Segment Start: Source data
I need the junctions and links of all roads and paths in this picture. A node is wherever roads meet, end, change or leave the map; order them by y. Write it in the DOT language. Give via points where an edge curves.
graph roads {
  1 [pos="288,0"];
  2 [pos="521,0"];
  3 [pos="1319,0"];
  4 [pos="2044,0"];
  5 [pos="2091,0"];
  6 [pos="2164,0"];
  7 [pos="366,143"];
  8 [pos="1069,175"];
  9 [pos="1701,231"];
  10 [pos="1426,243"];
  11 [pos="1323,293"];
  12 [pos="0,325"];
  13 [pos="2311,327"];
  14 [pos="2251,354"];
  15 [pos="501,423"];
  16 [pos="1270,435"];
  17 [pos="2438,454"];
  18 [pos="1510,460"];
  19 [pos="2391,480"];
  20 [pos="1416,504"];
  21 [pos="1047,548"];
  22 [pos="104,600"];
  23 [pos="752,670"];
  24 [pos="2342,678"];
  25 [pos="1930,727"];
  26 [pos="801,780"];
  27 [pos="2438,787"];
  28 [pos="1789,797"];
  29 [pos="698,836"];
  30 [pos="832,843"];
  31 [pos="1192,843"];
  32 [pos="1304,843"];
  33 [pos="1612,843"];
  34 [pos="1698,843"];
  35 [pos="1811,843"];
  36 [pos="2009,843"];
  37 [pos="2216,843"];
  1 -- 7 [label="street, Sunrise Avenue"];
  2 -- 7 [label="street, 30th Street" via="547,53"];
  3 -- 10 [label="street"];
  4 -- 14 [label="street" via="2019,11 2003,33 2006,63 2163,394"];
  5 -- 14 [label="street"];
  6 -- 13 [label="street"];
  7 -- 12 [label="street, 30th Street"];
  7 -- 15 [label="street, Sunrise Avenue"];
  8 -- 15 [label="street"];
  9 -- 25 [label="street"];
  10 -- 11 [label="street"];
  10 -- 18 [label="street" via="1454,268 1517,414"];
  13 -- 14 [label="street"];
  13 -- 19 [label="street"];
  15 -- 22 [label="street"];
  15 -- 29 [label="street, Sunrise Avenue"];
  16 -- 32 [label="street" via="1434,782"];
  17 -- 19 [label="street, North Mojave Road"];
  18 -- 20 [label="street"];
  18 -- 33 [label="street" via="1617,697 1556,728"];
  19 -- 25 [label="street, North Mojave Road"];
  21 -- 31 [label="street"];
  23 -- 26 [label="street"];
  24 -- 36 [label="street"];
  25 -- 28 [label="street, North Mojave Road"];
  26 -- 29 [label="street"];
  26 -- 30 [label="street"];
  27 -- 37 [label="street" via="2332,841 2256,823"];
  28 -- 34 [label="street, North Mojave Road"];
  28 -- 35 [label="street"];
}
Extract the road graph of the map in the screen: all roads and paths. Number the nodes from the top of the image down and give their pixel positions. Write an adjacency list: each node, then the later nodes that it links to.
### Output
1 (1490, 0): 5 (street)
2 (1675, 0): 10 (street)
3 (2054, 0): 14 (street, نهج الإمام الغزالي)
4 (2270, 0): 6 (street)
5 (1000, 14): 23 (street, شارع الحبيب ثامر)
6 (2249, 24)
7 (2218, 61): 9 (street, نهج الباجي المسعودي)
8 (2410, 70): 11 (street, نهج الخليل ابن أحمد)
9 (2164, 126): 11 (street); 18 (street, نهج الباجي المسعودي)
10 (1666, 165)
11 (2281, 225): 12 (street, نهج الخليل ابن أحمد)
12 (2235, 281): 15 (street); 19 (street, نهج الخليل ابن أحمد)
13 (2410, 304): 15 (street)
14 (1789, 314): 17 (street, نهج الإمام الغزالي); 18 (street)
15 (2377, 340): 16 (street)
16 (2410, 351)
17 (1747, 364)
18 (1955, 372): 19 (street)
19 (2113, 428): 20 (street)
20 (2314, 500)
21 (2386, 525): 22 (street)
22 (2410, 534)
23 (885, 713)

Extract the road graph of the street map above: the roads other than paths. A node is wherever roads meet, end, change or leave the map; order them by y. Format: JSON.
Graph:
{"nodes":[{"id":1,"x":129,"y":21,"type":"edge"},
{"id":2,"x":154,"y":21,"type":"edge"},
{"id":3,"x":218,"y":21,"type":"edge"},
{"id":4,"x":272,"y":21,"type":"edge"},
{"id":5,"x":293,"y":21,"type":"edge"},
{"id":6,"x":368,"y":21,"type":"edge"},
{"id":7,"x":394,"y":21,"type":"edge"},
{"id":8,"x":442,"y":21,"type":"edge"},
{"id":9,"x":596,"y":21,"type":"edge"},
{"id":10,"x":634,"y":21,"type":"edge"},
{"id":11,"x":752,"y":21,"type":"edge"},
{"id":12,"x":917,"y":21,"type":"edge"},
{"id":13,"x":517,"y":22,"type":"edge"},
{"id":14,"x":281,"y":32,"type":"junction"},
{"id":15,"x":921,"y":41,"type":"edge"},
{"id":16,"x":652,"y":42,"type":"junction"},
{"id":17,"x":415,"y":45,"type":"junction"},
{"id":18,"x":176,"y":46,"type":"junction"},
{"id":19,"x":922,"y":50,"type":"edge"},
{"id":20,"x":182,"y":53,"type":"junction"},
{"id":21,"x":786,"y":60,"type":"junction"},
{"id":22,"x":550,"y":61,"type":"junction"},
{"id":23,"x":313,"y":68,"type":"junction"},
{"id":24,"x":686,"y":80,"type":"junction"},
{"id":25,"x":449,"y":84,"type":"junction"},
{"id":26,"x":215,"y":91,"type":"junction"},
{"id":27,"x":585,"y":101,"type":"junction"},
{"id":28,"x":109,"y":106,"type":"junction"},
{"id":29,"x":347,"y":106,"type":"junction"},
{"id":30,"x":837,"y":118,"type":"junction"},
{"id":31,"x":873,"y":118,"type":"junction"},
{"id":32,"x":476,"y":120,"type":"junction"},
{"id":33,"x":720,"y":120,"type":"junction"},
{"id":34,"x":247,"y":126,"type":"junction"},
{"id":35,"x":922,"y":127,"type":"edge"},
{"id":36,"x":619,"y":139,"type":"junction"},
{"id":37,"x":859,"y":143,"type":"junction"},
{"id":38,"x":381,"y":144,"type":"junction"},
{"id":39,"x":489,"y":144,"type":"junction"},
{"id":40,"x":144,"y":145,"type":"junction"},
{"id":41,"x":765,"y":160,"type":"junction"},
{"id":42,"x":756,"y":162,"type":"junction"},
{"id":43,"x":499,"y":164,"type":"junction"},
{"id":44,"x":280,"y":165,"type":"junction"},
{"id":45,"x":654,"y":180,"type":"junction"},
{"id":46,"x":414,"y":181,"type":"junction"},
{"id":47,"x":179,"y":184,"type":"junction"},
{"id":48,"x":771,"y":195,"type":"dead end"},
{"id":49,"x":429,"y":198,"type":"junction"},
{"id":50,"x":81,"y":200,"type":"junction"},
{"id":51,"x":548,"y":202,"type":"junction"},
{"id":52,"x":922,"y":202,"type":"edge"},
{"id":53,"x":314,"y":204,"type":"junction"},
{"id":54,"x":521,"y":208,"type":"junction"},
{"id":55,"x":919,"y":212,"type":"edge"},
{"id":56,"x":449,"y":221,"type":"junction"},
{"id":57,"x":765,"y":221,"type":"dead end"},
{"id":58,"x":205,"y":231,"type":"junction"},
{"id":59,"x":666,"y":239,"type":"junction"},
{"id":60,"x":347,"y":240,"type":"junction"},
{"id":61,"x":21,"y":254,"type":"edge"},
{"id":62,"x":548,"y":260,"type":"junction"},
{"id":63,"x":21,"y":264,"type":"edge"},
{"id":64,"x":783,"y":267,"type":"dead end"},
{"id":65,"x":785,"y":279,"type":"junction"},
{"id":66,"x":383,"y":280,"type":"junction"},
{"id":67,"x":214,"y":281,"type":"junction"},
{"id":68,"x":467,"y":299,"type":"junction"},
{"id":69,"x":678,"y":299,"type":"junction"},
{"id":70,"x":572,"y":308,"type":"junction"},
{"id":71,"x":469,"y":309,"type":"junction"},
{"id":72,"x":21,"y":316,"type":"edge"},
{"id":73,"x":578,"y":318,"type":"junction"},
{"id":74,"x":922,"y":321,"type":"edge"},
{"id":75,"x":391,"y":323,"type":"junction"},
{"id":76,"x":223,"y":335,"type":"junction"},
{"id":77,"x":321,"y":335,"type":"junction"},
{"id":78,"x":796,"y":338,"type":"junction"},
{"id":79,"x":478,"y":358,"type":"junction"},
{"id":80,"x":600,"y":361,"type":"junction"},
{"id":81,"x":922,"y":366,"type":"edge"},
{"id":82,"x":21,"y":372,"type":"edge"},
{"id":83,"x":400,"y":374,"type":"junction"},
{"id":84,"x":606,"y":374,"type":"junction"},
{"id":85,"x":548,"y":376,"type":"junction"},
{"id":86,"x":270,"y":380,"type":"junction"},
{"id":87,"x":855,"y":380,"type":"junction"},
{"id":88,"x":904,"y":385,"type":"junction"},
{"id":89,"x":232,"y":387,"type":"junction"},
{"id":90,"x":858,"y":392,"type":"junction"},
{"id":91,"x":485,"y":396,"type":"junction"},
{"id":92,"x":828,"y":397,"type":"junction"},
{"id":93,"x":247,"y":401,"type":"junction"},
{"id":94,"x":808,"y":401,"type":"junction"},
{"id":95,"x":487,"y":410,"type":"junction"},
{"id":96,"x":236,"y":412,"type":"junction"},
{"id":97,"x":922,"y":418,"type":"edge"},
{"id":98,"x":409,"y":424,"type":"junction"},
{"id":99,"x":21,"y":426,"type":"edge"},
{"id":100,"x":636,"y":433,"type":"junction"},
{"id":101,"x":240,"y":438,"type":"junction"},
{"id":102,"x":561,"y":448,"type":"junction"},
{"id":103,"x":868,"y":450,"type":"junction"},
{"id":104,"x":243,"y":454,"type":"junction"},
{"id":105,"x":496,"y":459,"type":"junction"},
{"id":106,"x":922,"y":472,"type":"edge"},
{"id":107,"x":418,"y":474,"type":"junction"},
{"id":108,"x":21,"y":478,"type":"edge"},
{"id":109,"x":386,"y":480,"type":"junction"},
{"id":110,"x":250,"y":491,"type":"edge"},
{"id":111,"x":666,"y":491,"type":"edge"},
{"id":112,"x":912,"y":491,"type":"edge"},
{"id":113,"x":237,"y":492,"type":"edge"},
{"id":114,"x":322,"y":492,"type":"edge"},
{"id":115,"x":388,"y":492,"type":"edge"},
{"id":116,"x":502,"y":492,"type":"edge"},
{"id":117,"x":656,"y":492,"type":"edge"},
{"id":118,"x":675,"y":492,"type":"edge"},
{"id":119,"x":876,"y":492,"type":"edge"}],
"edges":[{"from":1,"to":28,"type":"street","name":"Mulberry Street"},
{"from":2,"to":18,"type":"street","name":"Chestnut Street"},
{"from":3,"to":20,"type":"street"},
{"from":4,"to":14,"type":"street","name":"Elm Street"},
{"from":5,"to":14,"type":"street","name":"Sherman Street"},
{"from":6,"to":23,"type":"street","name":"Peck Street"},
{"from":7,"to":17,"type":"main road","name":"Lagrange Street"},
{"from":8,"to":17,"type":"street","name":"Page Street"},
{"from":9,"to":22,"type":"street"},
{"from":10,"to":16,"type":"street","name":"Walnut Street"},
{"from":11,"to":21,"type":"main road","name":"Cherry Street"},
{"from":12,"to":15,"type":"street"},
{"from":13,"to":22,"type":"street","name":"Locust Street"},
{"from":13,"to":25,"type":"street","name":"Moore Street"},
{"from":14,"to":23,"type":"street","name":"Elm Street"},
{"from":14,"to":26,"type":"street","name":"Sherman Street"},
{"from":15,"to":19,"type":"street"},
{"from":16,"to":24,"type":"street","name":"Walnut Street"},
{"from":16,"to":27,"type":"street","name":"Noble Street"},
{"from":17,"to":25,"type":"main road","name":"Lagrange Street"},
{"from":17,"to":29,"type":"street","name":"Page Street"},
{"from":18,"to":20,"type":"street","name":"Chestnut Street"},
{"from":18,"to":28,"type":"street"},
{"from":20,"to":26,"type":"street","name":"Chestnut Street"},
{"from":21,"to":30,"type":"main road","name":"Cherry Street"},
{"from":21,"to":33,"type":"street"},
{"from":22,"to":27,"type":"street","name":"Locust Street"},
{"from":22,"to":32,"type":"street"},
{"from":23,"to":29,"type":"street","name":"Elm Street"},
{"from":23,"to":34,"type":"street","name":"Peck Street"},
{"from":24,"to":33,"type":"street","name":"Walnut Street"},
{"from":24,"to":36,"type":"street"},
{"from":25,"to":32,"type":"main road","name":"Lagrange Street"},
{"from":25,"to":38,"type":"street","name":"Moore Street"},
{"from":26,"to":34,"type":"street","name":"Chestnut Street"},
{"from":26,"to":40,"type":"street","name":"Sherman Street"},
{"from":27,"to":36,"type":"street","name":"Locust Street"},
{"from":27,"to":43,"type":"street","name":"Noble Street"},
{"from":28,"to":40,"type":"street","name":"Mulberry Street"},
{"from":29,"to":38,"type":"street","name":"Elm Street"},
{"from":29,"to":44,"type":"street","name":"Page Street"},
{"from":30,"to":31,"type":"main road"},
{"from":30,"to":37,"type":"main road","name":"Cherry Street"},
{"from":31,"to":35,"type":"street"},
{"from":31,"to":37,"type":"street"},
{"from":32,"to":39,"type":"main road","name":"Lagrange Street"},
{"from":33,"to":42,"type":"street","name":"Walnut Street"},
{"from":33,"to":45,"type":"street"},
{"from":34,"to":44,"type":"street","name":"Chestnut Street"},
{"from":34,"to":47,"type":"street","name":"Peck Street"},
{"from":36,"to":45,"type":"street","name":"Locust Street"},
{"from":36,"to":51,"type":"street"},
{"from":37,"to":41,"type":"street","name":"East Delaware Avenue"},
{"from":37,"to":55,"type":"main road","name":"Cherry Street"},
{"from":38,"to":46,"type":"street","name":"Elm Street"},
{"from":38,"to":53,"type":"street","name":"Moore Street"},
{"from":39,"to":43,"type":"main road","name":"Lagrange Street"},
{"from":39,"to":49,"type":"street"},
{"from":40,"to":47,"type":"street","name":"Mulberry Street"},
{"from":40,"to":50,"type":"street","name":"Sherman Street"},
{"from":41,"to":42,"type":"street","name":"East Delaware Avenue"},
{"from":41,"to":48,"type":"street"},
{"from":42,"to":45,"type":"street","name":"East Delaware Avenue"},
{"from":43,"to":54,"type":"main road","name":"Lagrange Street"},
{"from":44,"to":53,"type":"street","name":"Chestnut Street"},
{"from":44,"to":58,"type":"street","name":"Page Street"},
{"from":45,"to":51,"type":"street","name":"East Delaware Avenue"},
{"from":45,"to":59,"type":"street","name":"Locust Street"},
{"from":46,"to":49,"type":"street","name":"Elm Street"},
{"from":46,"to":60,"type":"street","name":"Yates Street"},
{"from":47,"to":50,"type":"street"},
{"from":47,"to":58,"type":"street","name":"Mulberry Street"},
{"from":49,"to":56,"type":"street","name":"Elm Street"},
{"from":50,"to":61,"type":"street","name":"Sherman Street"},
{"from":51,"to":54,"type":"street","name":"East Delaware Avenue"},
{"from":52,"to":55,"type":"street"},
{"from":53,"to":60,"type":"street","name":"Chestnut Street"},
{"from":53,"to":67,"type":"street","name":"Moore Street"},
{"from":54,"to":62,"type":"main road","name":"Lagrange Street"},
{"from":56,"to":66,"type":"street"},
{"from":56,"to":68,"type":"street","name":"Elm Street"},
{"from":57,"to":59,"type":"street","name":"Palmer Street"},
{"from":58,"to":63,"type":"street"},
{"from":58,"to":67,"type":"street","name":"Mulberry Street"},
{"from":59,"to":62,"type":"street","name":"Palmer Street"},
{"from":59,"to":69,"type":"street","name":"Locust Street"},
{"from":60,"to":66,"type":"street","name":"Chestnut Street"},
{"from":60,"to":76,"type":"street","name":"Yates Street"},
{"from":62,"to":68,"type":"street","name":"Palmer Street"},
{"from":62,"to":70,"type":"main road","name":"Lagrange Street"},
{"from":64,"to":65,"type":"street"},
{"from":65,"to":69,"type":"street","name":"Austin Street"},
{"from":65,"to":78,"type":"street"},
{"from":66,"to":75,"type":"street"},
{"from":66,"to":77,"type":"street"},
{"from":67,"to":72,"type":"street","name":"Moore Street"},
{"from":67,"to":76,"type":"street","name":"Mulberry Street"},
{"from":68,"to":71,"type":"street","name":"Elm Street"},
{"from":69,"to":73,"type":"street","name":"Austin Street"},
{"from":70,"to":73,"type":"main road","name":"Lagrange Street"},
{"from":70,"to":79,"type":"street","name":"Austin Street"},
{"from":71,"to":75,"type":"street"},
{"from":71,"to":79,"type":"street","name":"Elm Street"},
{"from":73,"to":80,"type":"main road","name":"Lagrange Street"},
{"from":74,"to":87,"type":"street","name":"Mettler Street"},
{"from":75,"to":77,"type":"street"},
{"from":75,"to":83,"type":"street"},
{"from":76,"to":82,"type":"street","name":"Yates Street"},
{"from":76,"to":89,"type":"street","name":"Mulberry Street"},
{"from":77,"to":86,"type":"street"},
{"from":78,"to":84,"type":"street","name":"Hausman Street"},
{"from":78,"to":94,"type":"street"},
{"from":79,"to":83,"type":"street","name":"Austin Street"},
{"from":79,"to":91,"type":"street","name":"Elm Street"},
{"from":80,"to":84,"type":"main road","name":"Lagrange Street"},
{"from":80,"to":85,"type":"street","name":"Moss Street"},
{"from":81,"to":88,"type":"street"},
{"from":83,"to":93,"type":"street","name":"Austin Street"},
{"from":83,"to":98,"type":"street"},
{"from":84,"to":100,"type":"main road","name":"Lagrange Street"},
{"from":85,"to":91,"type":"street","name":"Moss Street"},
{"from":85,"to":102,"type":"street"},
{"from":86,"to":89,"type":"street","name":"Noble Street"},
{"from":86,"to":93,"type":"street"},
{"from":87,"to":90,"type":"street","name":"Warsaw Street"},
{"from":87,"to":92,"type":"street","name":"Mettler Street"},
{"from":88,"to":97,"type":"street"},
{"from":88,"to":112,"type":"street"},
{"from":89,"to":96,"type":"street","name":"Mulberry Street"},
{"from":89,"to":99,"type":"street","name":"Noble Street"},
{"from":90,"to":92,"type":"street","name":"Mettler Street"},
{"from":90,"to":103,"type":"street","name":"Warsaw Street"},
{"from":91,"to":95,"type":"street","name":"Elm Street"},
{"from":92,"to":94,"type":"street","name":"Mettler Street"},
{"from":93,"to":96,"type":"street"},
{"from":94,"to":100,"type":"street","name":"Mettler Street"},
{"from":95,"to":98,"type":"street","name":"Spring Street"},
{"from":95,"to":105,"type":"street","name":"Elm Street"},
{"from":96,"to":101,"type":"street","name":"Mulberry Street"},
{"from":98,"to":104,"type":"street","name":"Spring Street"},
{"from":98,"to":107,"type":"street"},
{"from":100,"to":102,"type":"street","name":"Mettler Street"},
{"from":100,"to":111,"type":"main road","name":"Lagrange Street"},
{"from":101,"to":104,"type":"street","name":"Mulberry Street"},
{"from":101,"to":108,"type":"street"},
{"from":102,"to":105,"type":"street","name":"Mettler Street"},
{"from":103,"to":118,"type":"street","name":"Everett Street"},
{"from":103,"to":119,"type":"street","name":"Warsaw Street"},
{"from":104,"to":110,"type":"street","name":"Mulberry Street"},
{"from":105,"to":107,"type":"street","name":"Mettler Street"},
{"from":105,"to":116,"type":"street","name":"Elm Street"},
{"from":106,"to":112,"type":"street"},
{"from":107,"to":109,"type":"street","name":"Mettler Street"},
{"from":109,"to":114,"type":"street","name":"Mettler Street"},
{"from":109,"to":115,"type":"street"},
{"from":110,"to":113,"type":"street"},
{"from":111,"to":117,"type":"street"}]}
Segment End: Source data
| Your assignment |
Find the word "East" in the entries above and gather every line that holds it.

| Exercise result |
{"from":37,"to":41,"type":"street","name":"East Delaware Avenue"},
{"from":41,"to":42,"type":"street","name":"East Delaware Avenue"},
{"from":42,"to":45,"type":"street","name":"East Delaware Avenue"},
{"from":45,"to":51,"type":"street","name":"East Delaware Avenue"},
{"from":51,"to":54,"type":"street","name":"East Delaware Avenue"},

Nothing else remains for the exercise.